Dia tak ingin melihat Astrid menjadi liar , dan membunuh siapa saja yang sudah menghalangi niat dan rencananya, Dia bersyukur karena anaknya itu hanya focus pada musuh musuhnya saja dan tak membunuh orang orang yang tidak bersalah .
"Astrid juga gak mengikat kuat Dia, sengaja, agar Dia bisa melepaskan dirinya dan memberi tau soal kematian Hardi pada Polisi." Ujar Astrid.
"Loh, bukannya malah nanti masalahnya jadi rumit, karena Polisi akan mencari tau pembunuhnya?" Ujar Edward, menatap serius wajah Astrid.
"Gak apa apa, Polisi gak akan bisa menemukan jejakku, Aku pakai sarung tangan latex ini , dan Asisten rumah tangga itu juga gak akan berani mengungkap kalo Aku pelakunya." Ujar Astrid.
"Kenapa begitu?" tanya Edward.
"Karena Aku mengancamnya, akan membunuh Dia kalo Dia memberi tau soal Aku." Ungkap Astrid.
"Oh, begitu." Angguk Edward mengerti dan paham.
"Aku sengaja membiarkan Asisten rumah tangga itu hidup, agar Polisi tau, lalu, pihak media tivi dan media cetak menyiarkan tentang kematian Hardi Wijaya." Ujar Astrid.
"Itu sebagai peringatan pada kelompoknya Hardi, agar berhati hati, karena , giliran mereka akan segera datang, Astrid akan membunuh mereka satu persatu nantinya ." ungkap Astrid, menjelaskan dengan serius pada Edward.
"Ya." Angguk Edward.
Edward tak mau membantah dan membahas lebih jauh lagi, Dia menurut saja dengan apa yang dikatakan Astrid itu, karena, Dia pikir, percuma melarang Astrid, Dia tak akan bisa dilarang dan tak mau dihentikan, Dia akan tetap menjalankan rencananya membalas dendam pada kelompoknya Hardi Wijaya.
Edward tahu, Astrid tak akan berhenti sebelum Dia menghabisi semua orang yang sudah berbuat jahat pada dirinya, Dia juga tahu, bahwa Astrid mengincar pimpinan kelompok Hardi, karena Astrid tahu, pimpinan itu dalang dari semua kejahatan yang telah mereka lakukan.
Dan Edward berfikir, Dia tak akan menghalangi rencana Astrid, Dia akan mendukung dan membantu Astrid untuk menyelesaikan misi balas dendamnya itu, karena Dia juga dendam pada orang orang yang sudah menjebak dan memfitnah dirinya .
"Ayo Pah.
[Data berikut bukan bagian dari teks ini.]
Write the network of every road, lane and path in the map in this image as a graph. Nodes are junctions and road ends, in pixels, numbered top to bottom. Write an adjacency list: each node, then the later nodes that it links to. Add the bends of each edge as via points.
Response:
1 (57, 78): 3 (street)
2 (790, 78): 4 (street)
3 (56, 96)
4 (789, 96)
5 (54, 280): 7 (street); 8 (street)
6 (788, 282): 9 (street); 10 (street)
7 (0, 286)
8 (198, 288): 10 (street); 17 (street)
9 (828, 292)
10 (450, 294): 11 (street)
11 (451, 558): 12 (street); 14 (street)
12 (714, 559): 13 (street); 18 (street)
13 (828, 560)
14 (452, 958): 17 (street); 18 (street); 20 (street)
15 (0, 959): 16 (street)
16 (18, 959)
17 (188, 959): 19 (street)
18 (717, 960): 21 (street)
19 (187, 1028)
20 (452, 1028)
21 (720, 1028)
Kita pergi." Ajak Astrid pada Edward yang diam tercenung dihadapannya itu.
__ADS_1
"Ayo." Jawab Edward.
Lalu, mereka berdua bergegas pergi meninggalkan rumah tersebut, Di dalam rumah, Asisten rumah tangga masih berusaha melepaskan ikatan yang mengikat kedua tangan dan kakinya itu .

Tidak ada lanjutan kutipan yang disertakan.